Doing Sanchin in Gibo sensei's
dojo in the '80s.
When we sat and observed kata, Sensei said, “first watch the feet, then the eyes, and then the hands.” Well, I thought, that’s pretty clear, but what am I watching for? Are we only watching for mistakes? If we already know the kata, what can we learn from watching someone else do it, aside from making sure that we didn’t make the same mistakes ourselves when it was our turn? I suppose in some cases, nothing. If all we’re looking for is mistakes, and we don’t see any, then there’s nothing to learn here. But perhaps it’s not really the movements themselves as much as the movement, how someone moves. 

There’s a video I used to watch a lot of a guy doing T’ai Chi saber form on YouTube. His movement was so incredibly natural and fluid that it was hard to tell where one technique finished and the next one began. You couldn’t really see his intent or the moment when the muscles required for one movement gave way to the muscles required for the next movement. In some way it reminded me of something Picasso had reportedly said about painting, something to the effect of, “It took me four years to learn to paint like Raphael but a lifetime to draw like a child.” 

Practicing sanchin dachi
and stepping with the log.
And yet natural movement, for lack of a better term, often seems to fly in the face of what we are led to believe is “good kata” from videos of winning tournament performances. What we usually see is kata performed with exaggeratedly large arm movements, techniques done with excessive dynamic tension, movements that are so fast that the use of the whole body is sacrificed, movements that are so slow that the functionality of the technique has disappeared entirely, and positions that are held (and seemingly admired) for so long that whatever practical use they may have had—particularly in relationship to the techniques that precede them and the ones that follow them—is forgotten. In fact, we seem to be forgetting the whole purpose of kata; that is, to preserve and practice self defense techniques.

I can remember when I first started to train Goju. I would go home and practice walking in sanchin dachi, focusing on balance and grounding and using a crescent step. It felt so unnatural but I was committed to practicing it until it felt good.
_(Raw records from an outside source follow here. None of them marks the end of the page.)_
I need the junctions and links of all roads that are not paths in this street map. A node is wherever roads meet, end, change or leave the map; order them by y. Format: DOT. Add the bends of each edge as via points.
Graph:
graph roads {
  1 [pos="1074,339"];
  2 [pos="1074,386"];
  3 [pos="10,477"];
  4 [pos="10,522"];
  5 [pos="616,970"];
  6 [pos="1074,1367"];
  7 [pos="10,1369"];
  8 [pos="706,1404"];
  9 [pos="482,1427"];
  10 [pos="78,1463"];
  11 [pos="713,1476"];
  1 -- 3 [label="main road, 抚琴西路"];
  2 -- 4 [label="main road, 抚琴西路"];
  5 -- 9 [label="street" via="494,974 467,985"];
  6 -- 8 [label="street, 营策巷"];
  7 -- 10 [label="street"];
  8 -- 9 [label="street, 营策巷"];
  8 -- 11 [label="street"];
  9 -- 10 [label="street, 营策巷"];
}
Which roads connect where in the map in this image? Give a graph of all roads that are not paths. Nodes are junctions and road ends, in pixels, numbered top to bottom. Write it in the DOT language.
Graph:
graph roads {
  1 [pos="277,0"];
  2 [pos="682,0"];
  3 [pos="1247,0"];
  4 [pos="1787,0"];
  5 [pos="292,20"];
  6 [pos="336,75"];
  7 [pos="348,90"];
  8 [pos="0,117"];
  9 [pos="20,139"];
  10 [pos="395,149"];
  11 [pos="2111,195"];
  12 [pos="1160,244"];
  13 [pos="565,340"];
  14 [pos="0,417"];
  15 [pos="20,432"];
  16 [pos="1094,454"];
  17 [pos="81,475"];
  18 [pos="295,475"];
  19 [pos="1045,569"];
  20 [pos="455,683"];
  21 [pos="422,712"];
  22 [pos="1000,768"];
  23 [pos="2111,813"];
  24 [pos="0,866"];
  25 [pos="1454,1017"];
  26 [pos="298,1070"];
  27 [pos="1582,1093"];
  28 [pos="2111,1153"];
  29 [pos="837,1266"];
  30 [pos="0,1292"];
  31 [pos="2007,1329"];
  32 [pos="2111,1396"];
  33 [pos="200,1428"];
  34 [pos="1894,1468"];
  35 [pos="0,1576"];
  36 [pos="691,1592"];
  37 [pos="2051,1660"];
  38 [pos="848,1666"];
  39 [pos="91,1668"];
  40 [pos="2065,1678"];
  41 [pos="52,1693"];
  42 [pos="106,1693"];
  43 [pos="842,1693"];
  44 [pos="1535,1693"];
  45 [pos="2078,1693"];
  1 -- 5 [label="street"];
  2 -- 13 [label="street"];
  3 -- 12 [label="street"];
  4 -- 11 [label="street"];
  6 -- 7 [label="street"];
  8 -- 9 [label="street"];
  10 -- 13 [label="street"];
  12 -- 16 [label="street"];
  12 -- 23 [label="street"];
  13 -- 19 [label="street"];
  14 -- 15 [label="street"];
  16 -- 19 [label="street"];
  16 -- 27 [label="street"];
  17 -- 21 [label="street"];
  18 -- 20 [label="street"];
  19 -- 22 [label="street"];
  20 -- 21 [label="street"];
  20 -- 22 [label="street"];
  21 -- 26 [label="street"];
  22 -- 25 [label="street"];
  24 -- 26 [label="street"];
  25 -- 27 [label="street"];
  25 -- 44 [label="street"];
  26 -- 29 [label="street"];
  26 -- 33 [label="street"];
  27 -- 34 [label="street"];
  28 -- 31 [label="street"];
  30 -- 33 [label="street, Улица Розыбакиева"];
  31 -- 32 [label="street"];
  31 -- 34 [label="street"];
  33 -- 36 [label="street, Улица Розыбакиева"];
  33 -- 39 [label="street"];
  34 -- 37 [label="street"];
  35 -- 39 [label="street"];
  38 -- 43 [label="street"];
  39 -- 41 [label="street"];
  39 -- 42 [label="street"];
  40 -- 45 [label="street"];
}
Nowadays I try to make all of my movement natural, but it doesn’t look very much like the demonstration kata I see at tournaments. There’s very little locked down movement, labored breathing, rigid holding of postures. Some would no doubt say my kata is “sloppy.” Where are the punctuated, staccato movements? the dynamic tension? the deep stances? the loud breathing? the scowling look intended to intimidate the meek? But kata, it seems to me, is not a performance piece, and we’re not role playing. If anything—and if it’s even possible—we’re trying to demonstrate our understanding of kata applications, or bunkai, every time we do kata. That’s hard enough. Oh, and then trying to move naturally. You see, there it is again, Nature. It's always at the heart of things.